派遣社員のメリット、デメリット
「派遣スタッフ募集」という広告が、新聞の求人欄や求人情報誌にたくさん出ています。
この人材派遣システム、いまや企業の一ジャンルとして完全に定着したようです。
登録者のなかから、会社のニーズにあった人材を派遣するものですが、必要なとき、半年とか一年といった期限を切って契約できるメリットがあるため、各企業にも重宝がられ、好意的に受けとめられています。
そして、こういう働き方をするのは、男性よりも女性のほうが多くなっています。
それでは、派遣社員のメリット、デメリットについて考えてみましょう。
まず、メリットとしてはアルバイトやパートよりも時給がいいということです。
パートに比べると約二倍くらいになっています。
次に、長期の休暇をとりやすいということです。
それと、これが最大のメリットだと言う人もいますが、人間関係のわずらわしさがあまりないことでしょう。

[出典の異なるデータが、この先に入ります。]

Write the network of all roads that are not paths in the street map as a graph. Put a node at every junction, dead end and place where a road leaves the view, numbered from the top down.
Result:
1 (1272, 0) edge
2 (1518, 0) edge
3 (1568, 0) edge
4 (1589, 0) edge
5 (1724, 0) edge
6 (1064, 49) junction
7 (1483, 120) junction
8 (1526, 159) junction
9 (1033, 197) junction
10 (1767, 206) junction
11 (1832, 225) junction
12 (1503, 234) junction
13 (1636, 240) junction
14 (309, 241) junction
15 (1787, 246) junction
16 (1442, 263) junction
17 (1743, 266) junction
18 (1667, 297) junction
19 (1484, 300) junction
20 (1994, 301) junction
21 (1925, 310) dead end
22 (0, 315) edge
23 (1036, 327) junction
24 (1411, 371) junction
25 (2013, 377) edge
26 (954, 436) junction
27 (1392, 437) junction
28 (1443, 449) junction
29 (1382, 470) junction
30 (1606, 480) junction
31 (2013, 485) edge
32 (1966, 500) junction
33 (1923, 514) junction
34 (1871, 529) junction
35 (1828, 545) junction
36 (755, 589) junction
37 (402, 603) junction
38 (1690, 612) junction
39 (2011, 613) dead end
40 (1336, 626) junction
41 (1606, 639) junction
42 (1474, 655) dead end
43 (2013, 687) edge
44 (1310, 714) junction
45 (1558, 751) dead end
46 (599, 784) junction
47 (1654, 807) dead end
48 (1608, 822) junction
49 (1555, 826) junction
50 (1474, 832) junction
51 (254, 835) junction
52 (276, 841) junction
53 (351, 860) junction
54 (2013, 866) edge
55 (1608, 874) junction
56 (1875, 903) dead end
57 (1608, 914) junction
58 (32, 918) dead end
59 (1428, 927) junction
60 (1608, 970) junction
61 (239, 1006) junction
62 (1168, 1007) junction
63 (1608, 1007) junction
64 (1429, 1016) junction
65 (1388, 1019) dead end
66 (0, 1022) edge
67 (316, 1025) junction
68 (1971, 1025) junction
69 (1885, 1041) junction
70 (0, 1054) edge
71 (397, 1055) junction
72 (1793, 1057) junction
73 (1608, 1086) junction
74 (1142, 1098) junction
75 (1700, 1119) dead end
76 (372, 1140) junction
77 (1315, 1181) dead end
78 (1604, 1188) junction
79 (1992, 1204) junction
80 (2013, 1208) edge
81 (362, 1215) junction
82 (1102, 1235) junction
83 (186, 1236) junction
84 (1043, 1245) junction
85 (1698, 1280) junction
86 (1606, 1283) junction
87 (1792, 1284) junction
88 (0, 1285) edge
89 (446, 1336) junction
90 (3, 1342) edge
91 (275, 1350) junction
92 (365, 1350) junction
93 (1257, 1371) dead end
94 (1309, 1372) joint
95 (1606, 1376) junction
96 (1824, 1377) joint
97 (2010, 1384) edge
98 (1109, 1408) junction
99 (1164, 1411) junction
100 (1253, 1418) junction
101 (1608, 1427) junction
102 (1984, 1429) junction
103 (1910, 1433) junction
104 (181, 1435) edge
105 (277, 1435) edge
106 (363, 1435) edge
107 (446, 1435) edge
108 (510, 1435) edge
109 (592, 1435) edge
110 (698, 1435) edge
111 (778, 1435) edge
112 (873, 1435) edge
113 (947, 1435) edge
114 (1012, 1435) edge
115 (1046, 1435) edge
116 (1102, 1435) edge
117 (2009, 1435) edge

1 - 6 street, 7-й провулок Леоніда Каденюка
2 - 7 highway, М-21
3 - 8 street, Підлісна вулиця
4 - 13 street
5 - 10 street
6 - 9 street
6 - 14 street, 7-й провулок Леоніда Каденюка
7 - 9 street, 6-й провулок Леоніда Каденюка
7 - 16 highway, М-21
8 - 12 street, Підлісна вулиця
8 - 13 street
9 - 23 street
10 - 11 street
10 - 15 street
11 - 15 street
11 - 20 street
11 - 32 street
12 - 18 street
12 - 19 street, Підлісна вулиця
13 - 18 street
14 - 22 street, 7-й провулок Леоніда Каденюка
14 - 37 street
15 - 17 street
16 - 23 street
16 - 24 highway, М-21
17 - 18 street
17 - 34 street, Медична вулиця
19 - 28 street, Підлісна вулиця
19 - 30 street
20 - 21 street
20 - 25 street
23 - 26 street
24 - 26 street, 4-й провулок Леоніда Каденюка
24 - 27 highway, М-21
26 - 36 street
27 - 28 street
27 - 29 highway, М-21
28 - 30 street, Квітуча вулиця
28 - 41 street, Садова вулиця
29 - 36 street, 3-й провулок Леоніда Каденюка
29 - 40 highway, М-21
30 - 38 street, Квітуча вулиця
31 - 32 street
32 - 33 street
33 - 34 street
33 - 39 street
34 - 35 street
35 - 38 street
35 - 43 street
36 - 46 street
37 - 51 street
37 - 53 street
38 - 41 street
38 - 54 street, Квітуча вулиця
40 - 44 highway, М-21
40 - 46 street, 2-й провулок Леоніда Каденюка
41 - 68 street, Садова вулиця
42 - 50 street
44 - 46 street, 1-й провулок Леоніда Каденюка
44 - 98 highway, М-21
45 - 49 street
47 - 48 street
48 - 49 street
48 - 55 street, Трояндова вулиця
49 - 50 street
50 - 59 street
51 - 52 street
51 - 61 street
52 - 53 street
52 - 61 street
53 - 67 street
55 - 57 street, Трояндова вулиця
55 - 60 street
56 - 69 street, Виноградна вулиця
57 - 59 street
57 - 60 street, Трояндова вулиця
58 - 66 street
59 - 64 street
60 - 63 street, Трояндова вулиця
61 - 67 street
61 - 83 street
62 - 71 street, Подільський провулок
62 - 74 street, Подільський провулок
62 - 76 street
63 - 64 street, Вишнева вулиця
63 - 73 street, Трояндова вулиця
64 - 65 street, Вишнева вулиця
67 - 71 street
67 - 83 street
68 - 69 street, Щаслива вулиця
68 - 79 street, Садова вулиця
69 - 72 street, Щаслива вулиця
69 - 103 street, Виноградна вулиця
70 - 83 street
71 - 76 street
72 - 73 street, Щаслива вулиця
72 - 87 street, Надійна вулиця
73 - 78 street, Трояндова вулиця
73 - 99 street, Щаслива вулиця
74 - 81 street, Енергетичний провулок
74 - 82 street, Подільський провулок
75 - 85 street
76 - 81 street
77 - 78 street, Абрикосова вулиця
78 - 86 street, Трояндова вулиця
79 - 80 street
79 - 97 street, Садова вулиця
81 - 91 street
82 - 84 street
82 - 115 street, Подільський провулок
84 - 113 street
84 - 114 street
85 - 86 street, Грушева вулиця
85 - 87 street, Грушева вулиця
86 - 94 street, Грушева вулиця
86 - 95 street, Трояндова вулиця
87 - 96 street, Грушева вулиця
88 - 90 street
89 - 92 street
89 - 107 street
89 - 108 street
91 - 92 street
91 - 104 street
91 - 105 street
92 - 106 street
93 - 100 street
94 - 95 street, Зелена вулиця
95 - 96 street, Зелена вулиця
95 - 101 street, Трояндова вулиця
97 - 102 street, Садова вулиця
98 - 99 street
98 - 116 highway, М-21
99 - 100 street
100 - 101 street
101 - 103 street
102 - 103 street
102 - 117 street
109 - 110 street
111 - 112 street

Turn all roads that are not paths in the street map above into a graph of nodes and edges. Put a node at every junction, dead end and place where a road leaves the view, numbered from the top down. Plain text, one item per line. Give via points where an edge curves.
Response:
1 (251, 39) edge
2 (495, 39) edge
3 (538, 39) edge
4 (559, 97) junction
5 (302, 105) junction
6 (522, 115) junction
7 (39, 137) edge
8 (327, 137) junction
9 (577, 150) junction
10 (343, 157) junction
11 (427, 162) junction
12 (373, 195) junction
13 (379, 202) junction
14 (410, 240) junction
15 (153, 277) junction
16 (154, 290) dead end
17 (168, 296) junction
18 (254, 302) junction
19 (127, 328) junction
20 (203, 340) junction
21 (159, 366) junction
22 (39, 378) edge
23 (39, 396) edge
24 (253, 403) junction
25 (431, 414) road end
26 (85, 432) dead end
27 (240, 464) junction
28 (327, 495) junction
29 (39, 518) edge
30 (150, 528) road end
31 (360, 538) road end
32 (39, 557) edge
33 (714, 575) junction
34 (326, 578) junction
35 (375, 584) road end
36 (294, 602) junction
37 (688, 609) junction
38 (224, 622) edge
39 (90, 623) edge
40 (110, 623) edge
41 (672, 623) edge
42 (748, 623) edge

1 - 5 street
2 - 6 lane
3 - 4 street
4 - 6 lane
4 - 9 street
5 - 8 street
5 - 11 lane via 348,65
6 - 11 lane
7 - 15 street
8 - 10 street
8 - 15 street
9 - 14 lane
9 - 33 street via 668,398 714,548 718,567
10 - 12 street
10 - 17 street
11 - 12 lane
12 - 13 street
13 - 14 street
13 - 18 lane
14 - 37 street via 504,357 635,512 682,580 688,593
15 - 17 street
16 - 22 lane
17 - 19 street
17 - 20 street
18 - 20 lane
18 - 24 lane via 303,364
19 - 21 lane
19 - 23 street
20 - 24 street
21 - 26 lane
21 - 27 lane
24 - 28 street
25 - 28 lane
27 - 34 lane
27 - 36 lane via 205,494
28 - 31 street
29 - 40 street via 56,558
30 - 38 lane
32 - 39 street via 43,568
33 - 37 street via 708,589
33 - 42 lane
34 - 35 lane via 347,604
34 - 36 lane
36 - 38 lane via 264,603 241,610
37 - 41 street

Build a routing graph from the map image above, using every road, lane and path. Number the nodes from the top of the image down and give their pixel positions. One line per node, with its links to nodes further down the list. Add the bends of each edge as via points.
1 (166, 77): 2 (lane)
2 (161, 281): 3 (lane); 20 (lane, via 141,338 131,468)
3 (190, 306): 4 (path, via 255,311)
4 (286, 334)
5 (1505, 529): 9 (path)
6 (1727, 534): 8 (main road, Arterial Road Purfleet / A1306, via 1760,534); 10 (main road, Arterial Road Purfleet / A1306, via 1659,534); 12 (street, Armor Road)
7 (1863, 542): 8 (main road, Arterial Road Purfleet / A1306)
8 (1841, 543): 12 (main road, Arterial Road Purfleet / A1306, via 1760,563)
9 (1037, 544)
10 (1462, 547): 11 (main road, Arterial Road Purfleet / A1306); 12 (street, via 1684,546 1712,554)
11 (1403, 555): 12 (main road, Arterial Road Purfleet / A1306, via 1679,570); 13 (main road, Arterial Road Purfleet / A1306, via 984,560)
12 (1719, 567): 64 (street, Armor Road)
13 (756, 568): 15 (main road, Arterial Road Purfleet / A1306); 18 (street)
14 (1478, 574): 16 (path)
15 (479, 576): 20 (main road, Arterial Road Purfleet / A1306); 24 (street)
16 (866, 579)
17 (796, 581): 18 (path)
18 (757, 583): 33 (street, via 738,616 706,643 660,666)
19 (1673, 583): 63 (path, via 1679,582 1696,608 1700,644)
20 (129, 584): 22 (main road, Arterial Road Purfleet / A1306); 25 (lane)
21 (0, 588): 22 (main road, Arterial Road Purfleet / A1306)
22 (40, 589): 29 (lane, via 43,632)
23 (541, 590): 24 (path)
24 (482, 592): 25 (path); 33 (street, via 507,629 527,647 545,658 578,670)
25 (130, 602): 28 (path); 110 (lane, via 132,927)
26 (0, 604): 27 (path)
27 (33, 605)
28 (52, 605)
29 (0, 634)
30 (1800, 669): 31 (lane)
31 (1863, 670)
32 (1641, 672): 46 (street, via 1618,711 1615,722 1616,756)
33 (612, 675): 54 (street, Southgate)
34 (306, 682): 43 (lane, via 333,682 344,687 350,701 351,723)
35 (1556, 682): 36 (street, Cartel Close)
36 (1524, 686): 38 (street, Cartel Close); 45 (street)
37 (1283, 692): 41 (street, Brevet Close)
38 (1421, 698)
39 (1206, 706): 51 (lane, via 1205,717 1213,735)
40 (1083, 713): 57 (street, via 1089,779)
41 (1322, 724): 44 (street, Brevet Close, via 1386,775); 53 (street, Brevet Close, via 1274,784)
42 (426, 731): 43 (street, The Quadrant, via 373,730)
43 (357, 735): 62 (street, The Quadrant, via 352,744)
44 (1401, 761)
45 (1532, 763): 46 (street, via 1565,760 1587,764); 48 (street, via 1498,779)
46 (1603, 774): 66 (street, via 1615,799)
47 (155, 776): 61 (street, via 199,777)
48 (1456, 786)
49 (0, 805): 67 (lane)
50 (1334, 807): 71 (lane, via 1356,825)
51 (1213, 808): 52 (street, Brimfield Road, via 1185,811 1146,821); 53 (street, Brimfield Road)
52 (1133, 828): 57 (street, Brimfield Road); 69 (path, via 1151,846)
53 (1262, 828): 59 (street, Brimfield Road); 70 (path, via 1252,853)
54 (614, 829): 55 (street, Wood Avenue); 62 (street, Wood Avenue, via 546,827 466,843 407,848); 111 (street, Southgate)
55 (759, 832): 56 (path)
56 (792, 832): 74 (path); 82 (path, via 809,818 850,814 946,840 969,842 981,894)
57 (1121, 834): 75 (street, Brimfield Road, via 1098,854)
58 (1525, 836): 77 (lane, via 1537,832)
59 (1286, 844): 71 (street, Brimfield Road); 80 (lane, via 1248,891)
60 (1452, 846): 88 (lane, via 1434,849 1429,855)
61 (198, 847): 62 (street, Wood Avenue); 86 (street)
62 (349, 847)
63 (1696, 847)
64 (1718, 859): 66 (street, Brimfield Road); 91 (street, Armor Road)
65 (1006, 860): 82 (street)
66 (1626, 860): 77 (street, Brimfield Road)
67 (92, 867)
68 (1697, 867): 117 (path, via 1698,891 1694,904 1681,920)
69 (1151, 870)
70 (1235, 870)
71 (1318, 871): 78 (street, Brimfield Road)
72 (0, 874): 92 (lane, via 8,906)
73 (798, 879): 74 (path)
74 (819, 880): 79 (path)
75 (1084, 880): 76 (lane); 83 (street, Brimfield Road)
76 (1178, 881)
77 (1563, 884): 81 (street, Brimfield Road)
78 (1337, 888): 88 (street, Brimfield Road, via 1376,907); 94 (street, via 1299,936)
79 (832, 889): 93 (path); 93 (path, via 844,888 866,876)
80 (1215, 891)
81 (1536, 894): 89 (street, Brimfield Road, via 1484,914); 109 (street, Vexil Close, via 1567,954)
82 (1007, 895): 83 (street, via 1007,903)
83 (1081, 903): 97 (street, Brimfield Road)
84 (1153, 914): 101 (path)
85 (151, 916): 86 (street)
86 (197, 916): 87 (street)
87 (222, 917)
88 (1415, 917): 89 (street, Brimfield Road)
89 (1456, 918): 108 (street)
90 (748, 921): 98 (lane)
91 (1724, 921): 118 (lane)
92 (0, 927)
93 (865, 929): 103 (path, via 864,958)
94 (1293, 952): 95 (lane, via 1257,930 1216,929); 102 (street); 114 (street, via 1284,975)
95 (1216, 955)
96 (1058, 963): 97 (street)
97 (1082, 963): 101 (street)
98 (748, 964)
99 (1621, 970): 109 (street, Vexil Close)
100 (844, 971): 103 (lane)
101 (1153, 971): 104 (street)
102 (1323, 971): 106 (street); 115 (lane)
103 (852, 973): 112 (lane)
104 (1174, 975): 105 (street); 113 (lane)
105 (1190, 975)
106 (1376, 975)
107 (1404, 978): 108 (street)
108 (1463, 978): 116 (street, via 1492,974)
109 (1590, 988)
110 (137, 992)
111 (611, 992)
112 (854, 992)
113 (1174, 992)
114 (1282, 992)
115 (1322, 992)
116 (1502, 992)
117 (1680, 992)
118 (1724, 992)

短期間の雇用関係だと割り切れますので、多少のことはがまんできるそうです。
反対に、デメリットの第一は、かならず働けるという保証がないことです。
また、希望する仕事がいつもあるとはかぎりません。
ですから、収入も一定しません。
完全に時間給で、原則としてボーナスやや退職金などもありません。
社会保険や交通費も、自前という契約が多いのです。
派遣社員募集の広告には、たいてい「あなたの好きな時間に、好きな場所で、好きな日数だけ……」といったキャッチフレーズがついています。
しかし、現実に企業からくる申し込みを見ますと、フルタイムの一般事務というのが大半を占めています。
また、年齢が高くなると、特殊な技術のある人以外は、一般事務的な仕事をすることがむずかしくなります。
いつも仕事ができるわけではありませんから、毎月これだけのお金がほしいという人には向いていません。
ただ、残業はしたくない、長期の休みをとりたいという人には、メリットも多いでしょう。
正社員と同じような仕事をしていても、条件はかなり違うわけですから、もし派遣社員として働くのなら、そのメリットを十分受けられるような、またデメリットを回避できるような知識を持つことです。
この派遣システムは、数多くある働き方の一つととらえ、自分にあっているなと思う人が選ぶ仕事といっていいでしょう。
とはいっても、こうした働き方は、やはり特殊な形態です。
会社を辞めて、次の会社を探すあいだのウォーミングアップとしてはいいかもしれませんが、長い年月、派遣社員として働くことには無理があるように思えます。